### Collected data
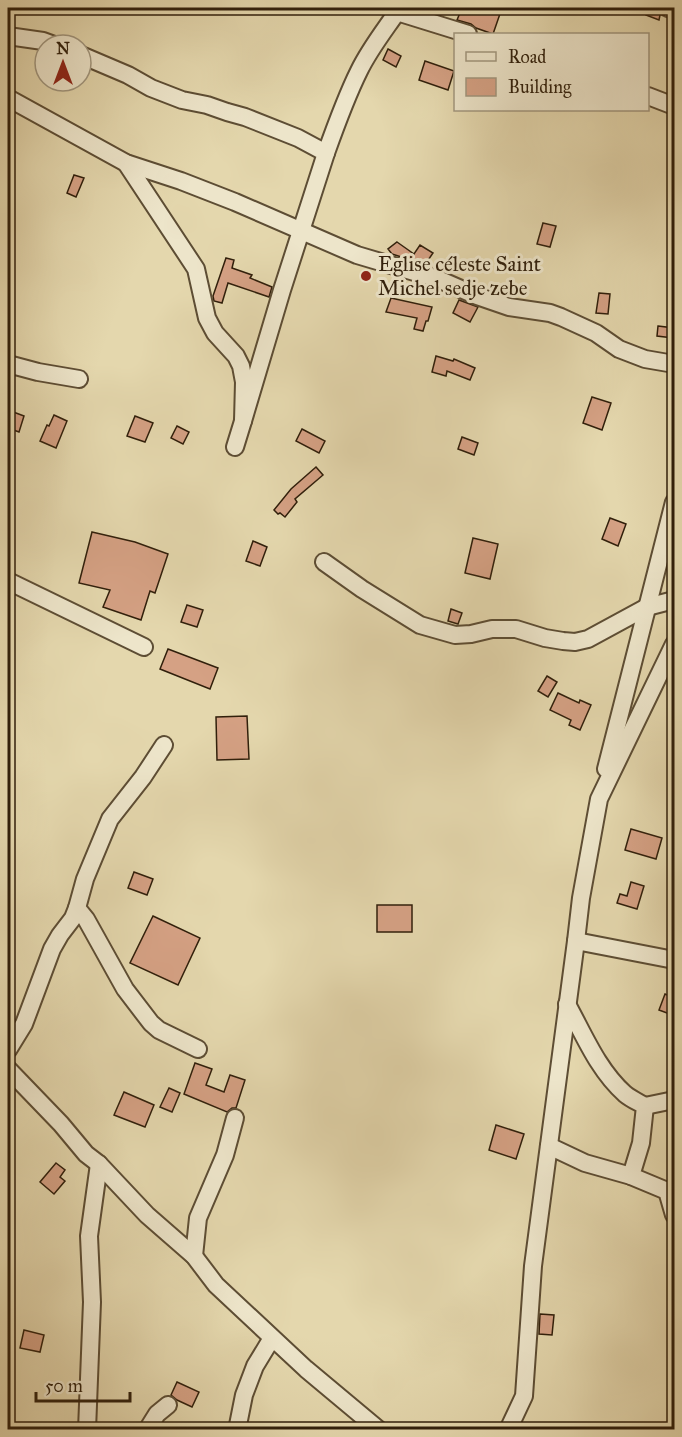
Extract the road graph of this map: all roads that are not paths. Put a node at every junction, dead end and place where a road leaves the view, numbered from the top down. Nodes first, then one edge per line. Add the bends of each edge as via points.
1 (668, 8) edge
2 (397, 10) edge
3 (675, 10) edge
4 (465, 33) edge
5 (8, 36) edge
6 (33, 40) edge
7 (93, 60) edge
8 (649, 96) edge
9 (8, 98) edge
10 (675, 106) edge
11 (326, 153) junction
12 (126, 163) junction
13 (301, 231) junction
14 (8, 364) edge
15 (675, 364) edge
16 (79, 379) dead end
17 (243, 421) junction
18 (235, 447) dead end
19 (675, 502) edge
20 (324, 562) dead end
21 (8, 581) edge
22 (675, 600) edge
23 (647, 607) junction
24 (675, 644) edge
25 (144, 647) dead end
26 (164, 745) dead end
27 (599, 799) junction
28 (78, 908) junction
29 (576, 941) junction
30 (675, 960) edge
31 (567, 1004) junction
32 (198, 1049) dead end
33 (8, 1050) edge
34 (8, 1072) edge
35 (675, 1100) edge
36 (645, 1106) junction
37 (235, 1118) dead end
38 (549, 1146) junction
39 (99, 1164) junction
40 (631, 1176) junction
41 (671, 1192) edge
42 (675, 1215) edge
43 (194, 1256) junction
44 (272, 1338) junction
45 (168, 1404) dead end
46 (378, 1429) edge
47 (87, 1430) edge
48 (147, 1430) edge
49 (237, 1430) edge
50 (508, 1430) edge

1 - 3 street
2 - 4 street
2 - 11 street via 358,72
5 - 6 street
7 - 11 street via 151,88 245,117
8 - 10 street
9 - 12 street
11 - 13 street
12 - 13 street via 181,181
12 - 17 street via 196,269 207,318 242,366
13 - 15 street via 357,255 438,279 509,307 550,313 596,333 619,349
13 - 17 street
14 - 16 street
17 - 18 street
19 - 23 street
20 - 23 street via 420,625 455,635 516,629 575,642
21 - 25 street
22 - 23 street
23 - 27 street
24 - 27 street
26 - 28 street via 110,819
27 - 29 street
28 - 32 street via 125,989 152,1023
28 - 33 street via 52,949 24,1024
29 - 30 street
29 - 31 street
31 - 36 street via 612,1081
31 - 38 street
34 - 39 street
35 - 36 street
36 - 40 street via 641,1143
37 - 43 street via 225,1155 198,1218
38 - 40 street via 585,1163
38 - 50 street via 524,1396
39 - 43 street via 147,1215
39 - 47 street via 89,1236 92,1302
40 - 41 street
41 - 42 street
43 - 44 street via 216,1285
44 - 46 street
44 - 49 street via 255,1366
45 - 48 street

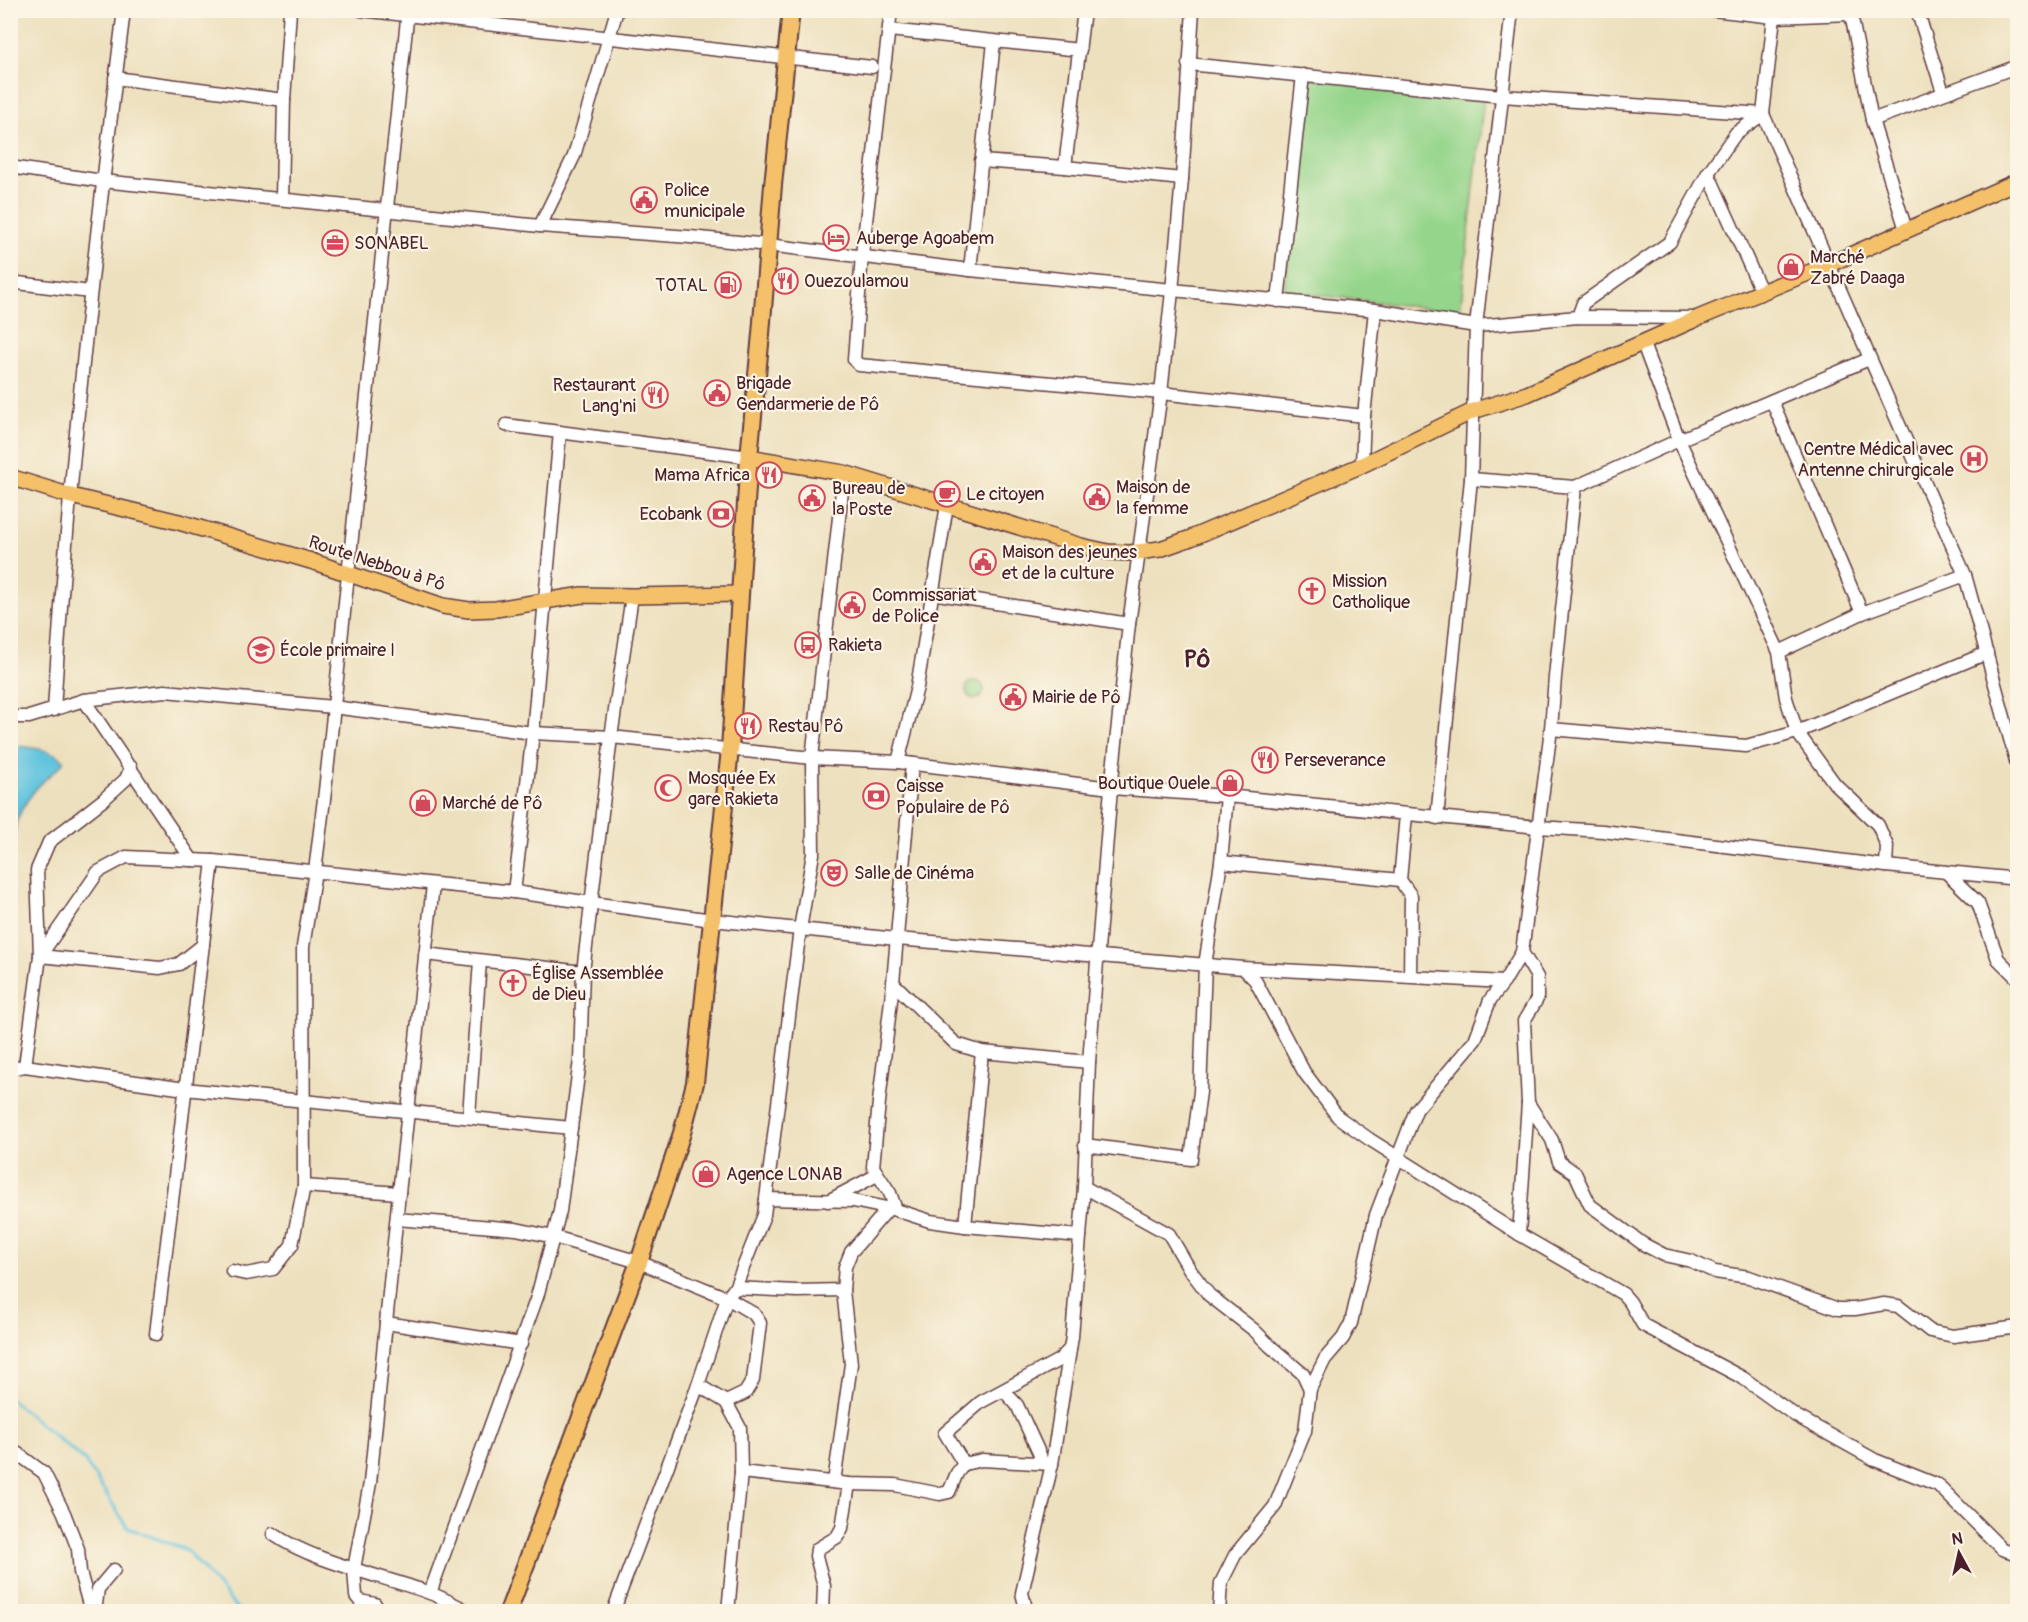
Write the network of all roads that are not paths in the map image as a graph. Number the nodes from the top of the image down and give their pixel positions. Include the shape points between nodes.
1 (124, 10) edge
2 (290, 10) edge
3 (361, 10) edge
4 (616, 10) edge
5 (791, 10) edge
6 (891, 10) edge
7 (1084, 10) edge
8 (1193, 10) edge
9 (1512, 10) edge
10 (1713, 10) edge
11 (1917, 10) edge
12 (1855, 12) edge
13 (407, 13) edge
14 (1774, 17) junction
15 (888, 30) junction
16 (609, 39) junction
17 (994, 42) junction
18 (1080, 50) junction
19 (787, 56) junction
20 (885, 57) junction
21 (1188, 64) junction
22 (2018, 66) edge
23 (872, 67) junction
24 (1303, 75) junction
25 (115, 78) junction
26 (883, 81) junction
27 (1943, 92) junction
28 (1502, 96) junction
29 (284, 100) junction
30 (1763, 114) junction
31 (1872, 120) junction
32 (981, 161) junction
33 (10, 167) edge
34 (1065, 167) junction
35 (1708, 173) junction
36 (1182, 179) junction
37 (102, 181) junction
38 (2018, 181) edge
39 (282, 199) junction
40 (387, 211) junction
41 (540, 226) junction
42 (1906, 230) junction
43 (768, 245) junction
44 (862, 255) junction
45 (1830, 264) junction
46 (969, 270) junction
47 (10, 282) edge
48 (1172, 291) junction
49 (90, 292) junction
50 (1762, 294) junction
51 (1278, 301) junction
52 (1375, 310) junction
53 (1578, 317) junction
54 (1698, 318) junction
55 (1476, 326) junction
56 (1643, 344) junction
57 (1869, 359) junction
58 (1161, 393) junction
59 (1772, 401) junction
60 (1473, 411) junction
61 (1364, 416) junction
62 (506, 425) dead end
63 (560, 432) junction
64 (1679, 440) junction
65 (749, 457) junction
66 (1362, 465) junction
67 (844, 473) junction
68 (10, 477) edge
69 (1471, 479) junction
70 (1575, 487) junction
71 (71, 496) junction
72 (947, 505) junction
73 (1139, 552) junction
74 (348, 575) junction
75 (1965, 575) junction
76 (932, 593) junction
77 (740, 594) junction
78 (632, 596) junction
79 (546, 602) junction
80 (1862, 613) junction
81 (1129, 624) junction
82 (1779, 652) junction
83 (1987, 653) junction
84 (84, 700) junction
85 (333, 707) junction
86 (54, 710) junction
87 (10, 717) edge
88 (1551, 729) junction
89 (1797, 732) junction
90 (533, 734) junction
91 (611, 737) junction
92 (730, 749) junction
93 (812, 758) junction
94 (898, 762) junction
95 (912, 764) junction
96 (131, 767) junction
97 (2018, 768) edge
98 (1111, 788) junction
99 (1227, 796) junction
100 (1406, 815) junction
101 (1437, 818) junction
102 (1538, 827) junction
103 (192, 860) junction
104 (213, 861) junction
105 (1221, 861) junction
106 (1886, 866) junction
107 (315, 871) junction
108 (1946, 872) junction
109 (2018, 879) edge
110 (1400, 880) junction
111 (433, 885) junction
112 (514, 892) junction
113 (593, 902) junction
114 (712, 920) junction
115 (800, 929) junction
116 (897, 939) junction
117 (203, 945) junction
118 (1522, 952) junction
119 (426, 954) junction
120 (1098, 955) junction
121 (40, 956) junction
122 (480, 961) junction
123 (1205, 965) junction
124 (1243, 968) junction
125 (583, 972) junction
126 (1410, 976) junction
127 (2018, 980) edge
128 (1504, 982) junction
129 (893, 983) junction
130 (982, 1052) junction
131 (1089, 1062) junction
132 (25, 1066) junction
133 (10, 1069) edge
134 (185, 1089) junction
135 (305, 1100) junction
136 (1528, 1103) junction
137 (409, 1110) junction
138 (469, 1116) junction
139 (571, 1128) junction
140 (1085, 1145) junction
141 (1398, 1155) junction
142 (877, 1174) junction
143 (304, 1186) junction
144 (1084, 1187) junction
145 (399, 1193) junction
146 (766, 1198) junction
147 (828, 1202) junction
148 (892, 1209) junction
149 (397, 1219) junction
150 (966, 1226) junction
151 (1519, 1234) junction
152 (1080, 1236) junction
153 (554, 1237) junction
154 (639, 1262) junction
155 (232, 1271) dead end
156 (843, 1290) junction
157 (731, 1293) junction
158 (386, 1323) junction
159 (2018, 1327) edge
160 (156, 1334) dead end
161 (520, 1344) junction
162 (1070, 1349) junction
163 (698, 1385) junction
164 (1310, 1389) junction
165 (1004, 1391) junction
166 (726, 1402) junction
167 (10, 1448) edge
168 (1047, 1463) junction
169 (963, 1464) junction
170 (741, 1472) junction
171 (834, 1482) junction
172 (849, 1484) junction
173 (273, 1534) dead end
174 (2018, 1554) edge
175 (354, 1569) junction
176 (114, 1570) dead end
177 (430, 1593) junction
178 (93, 1611) edge
179 (378, 1611) edge
180 (469, 1611) edge
181 (508, 1611) edge
182 (613, 1611) edge
183 (728, 1611) edge
184 (823, 1611) edge
185 (1027, 1611) edge
186 (1219, 1611) edge

1 - 25 street
2 - 29 street
3 - 13 street
4 - 16 street
5 - 19 highway
6 - 15 street
7 - 18 street
8 - 21 street
9 - 28 street
10 - 14 street
11 - 27 street
12 - 14 street
12 - 31 street
13 - 16 street
13 - 40 street
14 - 30 street
15 - 17 street
15 - 20 street
16 - 19 street
16 - 41 street via 574,156
17 - 18 street
17 - 32 street
18 - 34 street
19 - 23 street
19 - 43 highway
20 - 23 street
20 - 26 street
21 - 24 street
21 - 36 street
22 - 27 street
23 - 26 street
24 - 28 street
24 - 51 street
25 - 29 street
25 - 37 street
26 - 44 street
27 - 31 street
28 - 30 street
28 - 55 street
29 - 39 street
30 - 35 street via 1736,133
30 - 45 street
31 - 42 street
32 - 34 street
32 - 46 street
33 - 37 street
34 - 36 street
35 - 50 street
35 - 53 street via 1670,242 1583,303
36 - 48 street
37 - 39 street
37 - 49 street
38 - 42 main road
39 - 40 street
40 - 41 street
40 - 74 street
41 - 43 street
42 - 45 main road
43 - 44 street
43 - 65 highway
44 - 46 street
44 - 58 street via 854,360 859,365
45 - 50 main road
45 - 57 street
46 - 48 street
47 - 49 street
48 - 51 street
48 - 58 street
49 - 71 street
50 - 54 main road
51 - 52 street
52 - 55 street
52 - 61 street
53 - 54 street
53 - 55 street
54 - 56 main road
55 - 60 street
56 - 60 main road via 1527,394
56 - 64 street
57 - 59 street
57 - 75 street
58 - 61 street
58 - 73 street
59 - 64 street
59 - 80 street
60 - 66 main road
60 - 69 street
61 - 66 street
62 - 63 street
63 - 65 street
63 - 79 street
64 - 70 street
64 - 82 street
65 - 67 main road
65 - 77 highway
66 - 73 main road via 1191,538
67 - 72 main road
67 - 93 street
68 - 71 main road, Route Nebbou à Pô
69 - 70 street
69 - 101 street
70 - 88 street
71 - 74 main road, Route Nebbou à Pô via 179,522
71 - 86 street
72 - 73 main road via 1081,546 1108,552
72 - 76 street
73 - 81 street
74 - 79 main road, Route Nebbou à Pô via 443,606 469,610
74 - 85 street
75 - 80 street
75 - 83 street
76 - 81 street
76 - 94 street via 917,687
77 - 78 main road, Route Nebbou à Pô
77 - 92 highway
78 - 79 main road, Route Nebbou à Pô via 582,595
78 - 91 street
79 - 90 street
80 - 82 street
81 - 98 street
82 - 89 street via 1786,698
83 - 89 street
83 - 97 street
84 - 85 street via 165,691
84 - 86 street
84 - 96 street
85 - 90 street
85 - 107 street
86 - 87 street
88 - 89 street via 1746,746
88 - 102 street
89 - 106 street via 1835,784 1878,825 1887,846
90 - 91 street
90 - 112 street
91 - 92 street
91 - 113 street
92 - 93 street
92 - 114 highway
93 - 94 street
93 - 115 street via 813,854
94 - 95 street
95 - 98 street
95 - 116 street
96 - 103 street
96 - 121 street via 126,779 49,842 37,870
98 - 99 street
98 - 120 street
99 - 100 street
99 - 105 street
100 - 101 street
100 - 110 street
101 - 102 street
102 - 106 street via 1603,831
102 - 118 street
103 - 104 street
103 - 121 street via 126,857 98,872
104 - 107 street
104 - 117 street
105 - 110 street
105 - 123 street
106 - 108 street
107 - 111 street
107 - 135 street via 303,947
108 - 109 street
108 - 127 street via 1978,903 1998,959
110 - 126 street via 1411,896
111 - 112 street
111 - 119 street
112 - 113 street
113 - 114 street
113 - 125 street
114 - 115 street
114 - 154 highway via 695,1083
115 - 116 street
115 - 146 street
116 - 120 street
116 - 129 street
117 - 121 street via 179,964 160,968
117 - 134 street
118 - 128 street
118 - 136 street via 1538,977 1537,999 1524,1021
119 - 122 street
119 - 137 street
120 - 123 street
120 - 131 street
121 - 132 street
122 - 125 street
122 - 138 street
123 - 124 street
123 - 140 street via 1200,1092 1191,1159
124 - 126 street
124 - 141 street via 1255,980 1304,1072 1338,1117
125 - 139 street via 580,1060
126 - 128 street
128 - 141 street via 1490,1000 1475,1040 1416,1110
129 - 130 street via 956,1044
129 - 142 street via 873,1167
130 - 131 street
130 - 150 street
131 - 140 street
132 - 133 street
132 - 134 street
134 - 135 street
134 - 160 street
135 - 137 street
135 - 143 street
136 - 151 street
136 - 159 street via 1552,1140 1559,1162 1575,1173 1590,1205 1664,1255 1715,1272 1749,1277 1838,1309 1898,1306 1930,1331 1953,1336
137 - 138 street
137 - 145 street
138 - 139 street
139 - 153 street
140 - 144 street
141 - 151 street
141 - 164 street via 1376,1215 1350,1323
142 - 147 street
142 - 148 street via 890,1193
143 - 145 street
143 - 155 street via 292,1245 273,1269 246,1274
144 - 152 street
144 - 164 street via 1169,1234 1209,1295 1303,1374
145 - 149 street
146 - 147 street
146 - 157 street via 764,1215
147 - 148 street via 853,1201
148 - 150 street via 930,1221
148 - 156 street via 851,1252
149 - 153 street
149 - 158 street
150 - 152 street
151 - 174 street via 1623,1294 1643,1325 1743,1378 1796,1416 1875,1460 1938,1485 2001,1549
152 - 162 street
153 - 154 street
153 - 161 street
154 - 157 street
154 - 181 highway
156 - 157 street
156 - 171 street via 850,1364
157 - 163 street
157 - 166 street via 760,1323 753,1380 745,1393
158 - 161 street
158 - 175 street via 370,1483
161 - 177 street
162 - 165 street via 1059,1360
162 - 168 street
163 - 166 street
163 - 182 street
164 - 186 street via 1305,1431 1275,1506 1235,1555 1221,1583
165 - 168 street via 1017,1405
165 - 169 street via 981,1402 945,1433
166 - 170 street via 740,1428
167 - 178 street via 44,1473 78,1549 80,1572
168 - 169 street via 982,1460
168 - 185 street via 1022,1593
169 - 172 street via 949,1492 940,1494 895,1485
170 - 171 street
170 - 183 street
171 - 172 street
172 - 184 street via 842,1528 837,1537 818,1549 816,1556 825,1586
173 - 175 street via 288,1545
175 - 177 street
175 - 179 street via 356,1596 360,1602 375,1605
176 - 178 street via 98,1589
177 - 180 street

### ABOUT THIS EXERCISE
Only a number is needed here: how many lines of the data include the word "that"?

### ANSWER AREA
2